Dataset entries:
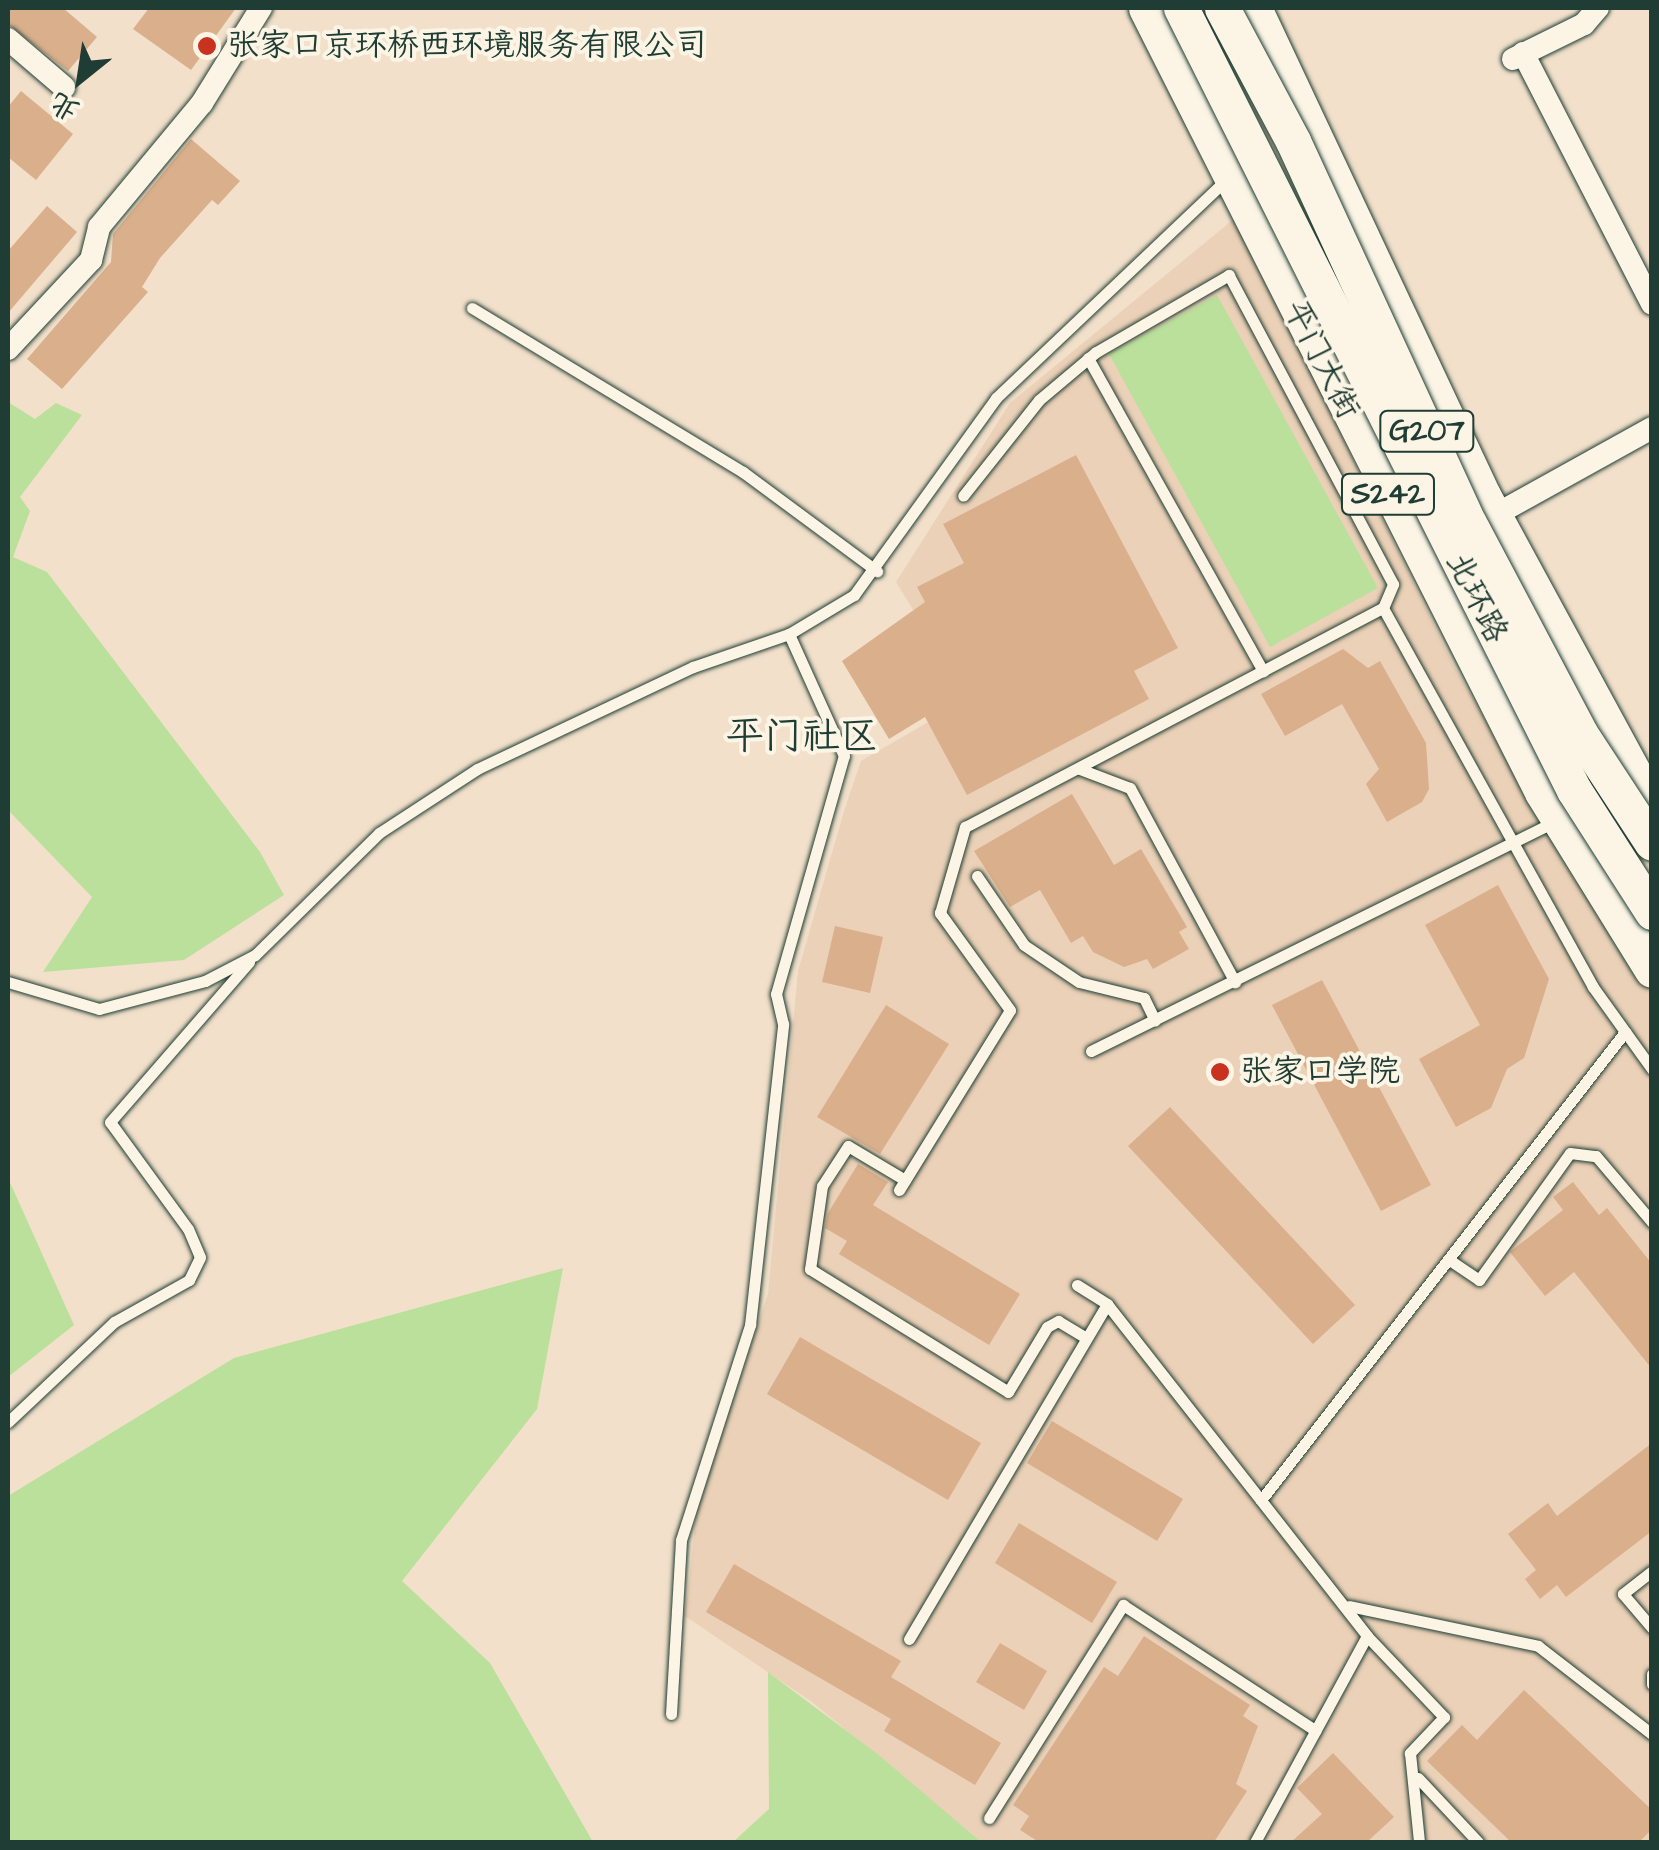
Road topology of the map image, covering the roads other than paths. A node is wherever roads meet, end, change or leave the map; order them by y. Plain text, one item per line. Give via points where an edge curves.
1 (261, 8) edge
2 (1146, 8) edge
3 (1181, 8) edge
4 (1222, 8) edge
5 (1254, 8) edge
6 (1598, 8) edge
7 (8, 40) edge
8 (64, 88) dead end
9 (1232, 175) junction
10 (1351, 205) junction
11 (1264, 246) junction
12 (1652, 304) edge
13 (472, 308) dead end
14 (8, 349) edge
15 (1088, 358) junction
16 (1652, 428) edge
17 (964, 496) dead end
18 (1494, 516) junction
19 (876, 570) junction
20 (1383, 608) junction
21 (789, 634) junction
22 (1263, 671) junction
23 (1078, 768) junction
24 (1648, 798) edge
25 (1562, 826) junction
26 (1652, 843) edge
27 (1515, 846) junction
28 (976, 876) dead end
29 (1652, 912) edge
30 (255, 955) junction
31 (1652, 970) edge
32 (8, 982) edge
33 (1235, 982) junction
34 (1155, 1021) junction
35 (1625, 1032) junction
36 (1091, 1051) dead end
37 (1652, 1069) edge
38 (1652, 1222) edge
39 (1451, 1260) junction
40 (1077, 1285) dead end
41 (1106, 1304) junction
42 (1086, 1338) junction
43 (8, 1422) edge
44 (1261, 1500) junction
45 (1652, 1571) edge
46 (1349, 1606) junction
47 (1652, 1628) edge
48 (1367, 1636) junction
49 (910, 1639) dead end
50 (1652, 1674) edge
51 (1652, 1684) edge
52 (671, 1714) dead end
53 (1316, 1730) junction
54 (1652, 1734) edge
55 (1418, 1778) junction
56 (989, 1818) dead end
57 (1255, 1842) edge
58 (1419, 1842) edge
59 (1478, 1842) edge

1 - 14 street via 202,103 98,227 90,260
2 - 9 main road, 平门大街 / S242
3 - 29 main road, 北环路 / G207, bridge via 1264,159 1538,720
4 - 26 main road, 北环路 / G207, bridge via 1293,141 1478,540 1580,733
5 - 10 main road, S242
6 - 12 street via 1584,24 1518,56
7 - 8 street
9 - 11 main road, 平门大街 / S242
9 - 19 lane via 996,398
10 - 11 main road
10 - 18 main road, S242
11 - 25 main road, 平门大街 / S242
13 - 19 lane via 743,472
15 - 17 lane via 1039,400
15 - 20 lane via 1229,275 1393,584
15 - 22 lane
16 - 18 street
18 - 24 main road, S242
19 - 21 lane via 854,595
20 - 22 lane
20 - 27 lane
21 - 30 lane via 693,666 477,769 379,833
21 - 52 lane via 844,756 776,994 783,1024 750,1325 681,1540
22 - 23 lane
23 - 33 lane via 1130,788
23 - 42 lane via 965,828 940,913 1010,1010 902,1185 848,1146 822,1186 810,1269 1008,1392 1046,1327 1058,1321
24 - 25 main road
25 - 27 lane
25 - 31 main road, 平门大街 / S242
27 - 33 lane
27 - 35 lane
28 - 34 lane via 1024,945 1080,982 1144,998
30 - 32 lane via 205,981 99,1009
30 - 43 lane via 110,1122 188,1229 200,1257 189,1280 114,1322
33 - 34 lane
34 - 36 lane
35 - 37 lane
35 - 39 lane
38 - 39 lane via 1596,1156 1570,1153 1479,1280
39 - 44 lane
40 - 41 lane
41 - 42 lane
41 - 44 lane
42 - 49 lane
44 - 46 lane
45 - 47 lane via 1623,1594
46 - 48 lane
46 - 54 lane via 1538,1646
48 - 53 lane
48 - 55 lane via 1444,1717 1410,1754
50 - 51 lane
53 - 56 lane via 1123,1605
53 - 57 lane
55 - 58 lane
55 - 59 lane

▶ Task instructions: Your answer should be a precise transcript of the entries, minus the pictures.

▶ Answer space:
Road topology of the map image, covering the roads other than paths. A node is wherever roads meet, end, change or leave the map; order them by y. Plain text, one item per line. Give via points where an edge curves.
1 (261, 8) edge
2 (1146, 8) edge
3 (1181, 8) edge
4 (1222, 8) edge
5 (1254, 8) edge
6 (1598, 8) edge
7 (8, 40) edge
8 (64, 88) dead end
9 (1232, 175) junction
10 (1351, 205) junction
11 (1264, 246) junction
12 (1652, 304) edge
13 (472, 308) dead end
14 (8, 349) edge
15 (1088, 358) junction
16 (1652, 428) edge
17 (964, 496) dead end
18 (1494, 516) junction
19 (876, 570) junction
20 (1383, 608) junction
21 (789, 634) junction
22 (1263, 671) junction
23 (1078, 768) junction
24 (1648, 798) edge
25 (1562, 826) junction
26 (1652, 843) edge
27 (1515, 846) junction
28 (976, 876) dead end
29 (1652, 912) edge
30 (255, 955) junction
31 (1652, 970) edge
32 (8, 982) edge
33 (1235, 982) junction
34 (1155, 1021) junction
35 (1625, 1032) junction
36 (1091, 1051) dead end
37 (1652, 1069) edge
38 (1652, 1222) edge
39 (1451, 1260) junction
40 (1077, 1285) dead end
41 (1106, 1304) junction
42 (1086, 1338) junction
43 (8, 1422) edge
44 (1261, 1500) junction
45 (1652, 1571) edge
46 (1349, 1606) junction
47 (1652, 1628) edge
48 (1367, 1636) junction
49 (910, 1639) dead end
50 (1652, 1674) edge
51 (1652, 1684) edge
52 (671, 1714) dead end
53 (1316, 1730) junction
54 (1652, 1734) edge
55 (1418, 1778) junction
56 (989, 1818) dead end
57 (1255, 1842) edge
58 (1419, 1842) edge
59 (1478, 1842) edge

1 - 14 street via 202,103 98,227 90,260
2 - 9 main road, 平门大街 / S242
3 - 29 main road, 北环路 / G207, bridge via 1264,159 1538,720
4 - 26 main road, 北环路 / G207, bridge via 1293,141 1478,540 1580,733
5 - 10 main road, S242
6 - 12 street via 1584,24 1518,56
7 - 8 street
9 - 11 main road, 平门大街 / S242
9 - 19 lane via 996,398
10 - 11 main road
10 - 18 main road, S242
11 - 25 main road, 平门大街 / S242
13 - 19 lane via 743,472
15 - 17 lane via 1039,400
15 - 20 lane via 1229,275 1393,584
15 - 22 lane
16 - 18 street
18 - 24 main road, S242
19 - 21 lane via 854,595
20 - 22 lane
20 - 27 lane
21 - 30 lane via 693,666 477,769 379,833
21 - 52 lane via 844,756 776,994 783,1024 750,1325 681,1540
22 - 23 lane
23 - 33 lane via 1130,788
23 - 42 lane via 965,828 940,913 1010,1010 902,1185 848,1146 822,1186 810,1269 1008,1392 1046,1327 1058,1321
24 - 25 main road
25 - 27 lane
25 - 31 main road, 平门大街 / S242
27 - 33 lane
27 - 35 lane
28 - 34 lane via 1024,945 1080,982 1144,998
30 - 32 lane via 205,981 99,1009
30 - 43 lane via 110,1122 188,1229 200,1257 189,1280 114,1322
33 - 34 lane
34 - 36 lane
35 - 37 lane
35 - 39 lane
38 - 39 lane via 1596,1156 1570,1153 1479,1280
39 - 44 lane
40 - 41 lane
41 - 42 lane
41 - 44 lane
42 - 49 lane
44 - 46 lane
45 - 47 lane via 1623,1594
46 - 48 lane
46 - 54 lane via 1538,1646
48 - 53 lane
48 - 55 lane via 1444,1717 1410,1754
50 - 51 lane
53 - 56 lane via 1123,1605
53 - 57 lane
55 - 58 lane
55 - 59 lane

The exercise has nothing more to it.